Tous les marins ont une opinion qui doit sans doute son origine à un manque d'eau, et à la nécessité où l'on a été de l'épargner. Ils prétendent que la volaille est toujours extrêmement altérée; et que quand on lui donne de l'eau à discrétion, elle se tue elle-même en buvant outre mesure. En conséquence, ils ne lui en donnent qu'une fois tous les deux jours, encore est-ce en petite quantité. Mais comme ils versent cette eau dans des auges inclinées, elle court du côté qui est le plus profond; alors les poules sont obligées de monter les unes sur les autres pour en attraper un peu, et il y en a quelques-unes qui ne peuvent pas même y tremper leur bec: dévorées de soif et éprouvant continuellement le tourment de Tantale, elles ne peuvent pas digérer la nourriture très-sèche qu'elles ont pris, et bientôt elles sont malades et périssent. On en trouve, chaque matin, quelqu'une de morte, qu'on jette à la mer, tandis que celles qu'on tue pour la table, valent rarement la peine d'être mangées.

 

Pour remédier à cet inconvénient, il est nécessaire de diviser les auges en petits compartimens, pour que chacun puisse contenir une certaine quantité d'eau: mais c'est un soin qu'on ne prend guère. Il est donc sûr que les cochons et les moutons sont les animaux qu'il est plus convenable d'embarquer, parce que la viande de mouton est en général très-bonne à la mer, et celle de cochon, excellente.
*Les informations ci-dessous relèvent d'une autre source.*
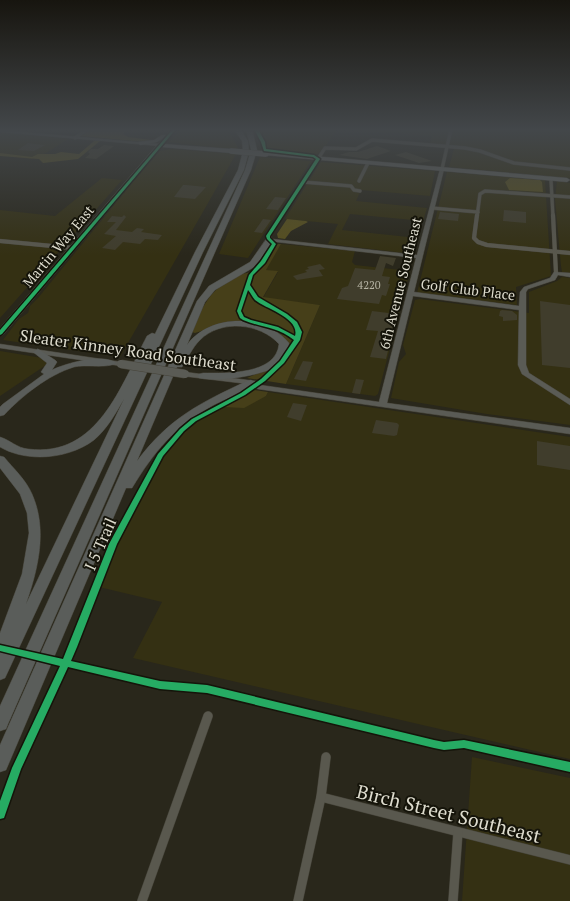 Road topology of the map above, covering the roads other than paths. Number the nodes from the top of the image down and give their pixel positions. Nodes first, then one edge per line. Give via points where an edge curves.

Il peut arriver qu'une partie des provisions, que je recommande de prendre, devienne inutile, par les soins qu'aura eus le capitaine, d'en mettre à bord une suffisante quantité. Mais, dans ce cas, vous pouvez en faire présent aux pauvres passagers, qui, payant moins pour leur passage, sont logés dans l'entre-pont avec l'équipage, et n'ont droit qu'à la ration des matelots.

Ces passagers sont quelquefois malades, tristes, abattus: on voit souvent, parmi eux, des femmes, des enfans, qui n'ont pas eu le moyen de se procurer les choses dont je viens de faire mention, et qui leur sont de la plus grande nécessité. En leur distribuant une partie de votre superflu, vous pouvez leur être du plus grand secours; vous pouvez leur donner la santé, leur sauver la vie, enfin les rendre heureux; avantage qui procure toujours les sensations les plus douces à une ame compatissante!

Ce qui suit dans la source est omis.